Intervention de M. Nicolas SARKOZY, Ministre d'Etat, Minitre de l'Intérieur et de l'Aménagement du Territoire lors de la rencontre-débat organisée mercredi 26 octobre 2005 à l'Hôtel de Beauvau, sur le thème de la discrimination positive à la française. "vers une réelle égalité des chances"
Mesdames, Messieurs,
Je suis très heureux de pouvoir aujourd'hui m'exprimer devant vous sur un sujet qui me tient tout particulièrement à cœur : celui de la discrimination positive à la française. C'est l'occasion de m'expliquer sur la signification et la portée que j'assigne à ce concept qui mérite mieux que les interprétations caricaturales dont il est l'objet. Il y a ceux qui sont choqués par les mots et ceux qui sont heurtés par la réalité. Il y a ceux qui se concentrent sur la mise à l'index d'expressions dérangeantes, et ceux qui veulent agir pour corriger des situations choquantes. Eh bien, je revendique mon appartenance à la seconde catégorie. Car ce qui est en jeu à travers la discrimination positive, c'est tout simplement une certaine idée de la justice et de l'égalité réelle des chances. Autrement dit, une certaine idée de la République et des possibilités effectives d'épanouissement et de réussite que chacun d'entre nous est en droit d'attendre et d'espérer, pour lui-même et pour ses enfants.
Avant d'aller plus loin, permettez-moi de rendre hommage aux personnalités du monde intellectuel, de la haute fonction publique et de l’entreprise qui ont accepté de participer à cette journée. Depuis longtemps, vous oeuvrez sans discontinuer et de façon exemplaire, pour promouvoir, en France, un modèle de société plus ouverte et plus juste.
Permettez-moi aussi de remercier l'administration de ce ministère, qui, sous l'égide notamment de son secrétaire général, Daniel CANEPA, et du DGPN, Michel GAUDIN, a parfaitement joué le jeu, se mobilisant sans réserve pour donner corps à une conception plus vivante et moins virtuelle de l'égalité républicaine.
Car que constatons-nous depuis 30 ans dans notre pays ? Nous assistons à la montée inexorable des inégalités, au blocage de l'ascenseur social et à l'augmentation du nombre de nos compatriotes pour qui l'avenir est une source d'incertitude, d'angoisse voire de désespoir.
Nous sommes tous responsables de cette situation, parce que nous n'avons su ni éviter cette précarité grandissante, ni venir à bout du chômage ni, plus généralement, répondre à ce profond sentiment d’insécurité sociale qu’éprouvent les Français.

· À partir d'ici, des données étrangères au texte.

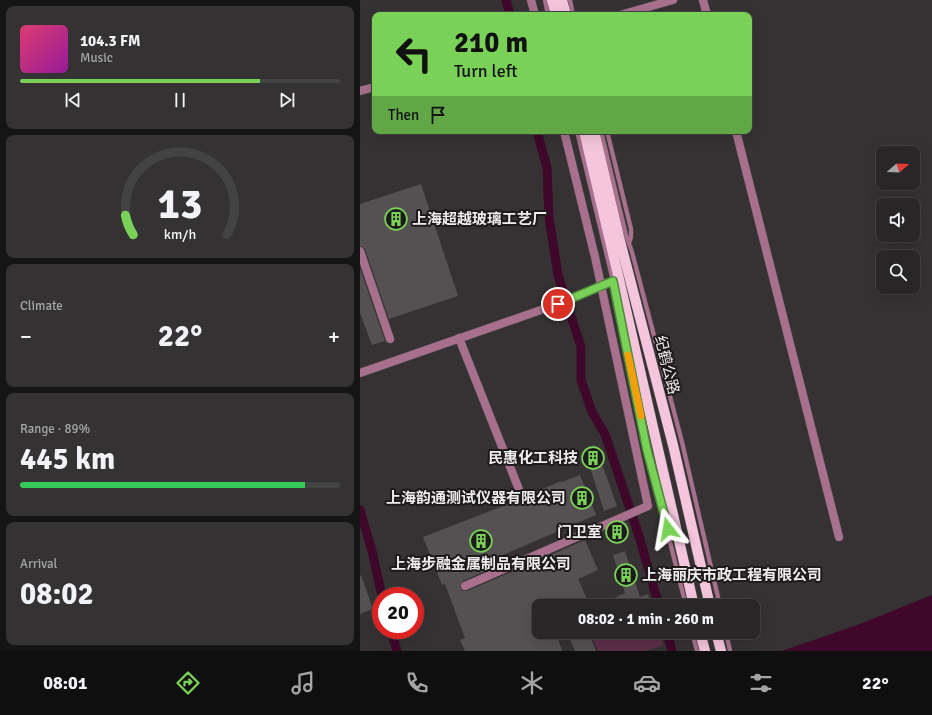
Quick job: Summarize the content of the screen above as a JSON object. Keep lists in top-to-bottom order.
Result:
{
  "streets": {
    "main road": ["纪鹤公路"]
  },
  "places": {
    "building": [
      "上海超越玻璃工艺厂",
      "民惠化工科技",
      "上海韵通测试仪器有限公司",
      "门卫室",
      "上海步融金属制品有限公司",
      "上海丽庆市政工程有限公司"
    ]
  },
  "north": "right",
  "page": {
    "turn": ["210 m", "Turn left"],
    "song": ["104.3 FM", "Music"],
    "then": "Then",
    "tile": [
      "Climate",
      ["Range · 89%", "445 km"],
      ["Arrival", "08:02"]
    ],
    "heat": ["−", "22°", "+"],
    "limit": "20",
    "trip": "08:02 · 1 min · 260 m",
    "tabs": ["08:01", "22°"],
    "gauge": ["13", "km/h"]
  }
}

Cela, malgré un budget de dépenses sociales toujours plus important (près de 500 milliards d’euros aujourd’hui, c’est-à-dire 8 points de PIB de plus qu'en 1981).
Ces inégalités concernent à peu près tous les secteurs de la vie sociale :
- inégalités de revenus : les 10% les moins bien lotis ne perçoivent que 4% de la masse totale des revenus, tandis que les 10% les mieux lotis en reçoivent 23%.
- inégalités des patrimoines : A l’heure actuelle, 40% du patrimoine sont détenus par 10% des ménages les plus riches, quand 50% des ménages ne possèdent que 10% du patrimoine global.
- inégalités d’accès aux soins et surtout d’espérance de vie.
- Pour être complet il faudrait aussi parler des grandes inégalités en matière de logement,des inégalités territoriales ou encore des inégalités entre les sexes.
La permanence sinon le creusement de toutes ces inégalités est très préoccupante. Elle traduit un échec inacceptable. Le décrochage social auquel nous assistons n’est pourtant pas inéluctable : il n’y a pas de fatalité.
Nous ne réussirons à nous attaquer aux nouvelles inégalités, qu’en refusant catégoriquement que les individus soient assignés à des trajectoires et des destins écrits d’avance. La démocratie, la République, ça ne peut pas être la reproduction de la ségrégation sociale. C’est même tout le contraire.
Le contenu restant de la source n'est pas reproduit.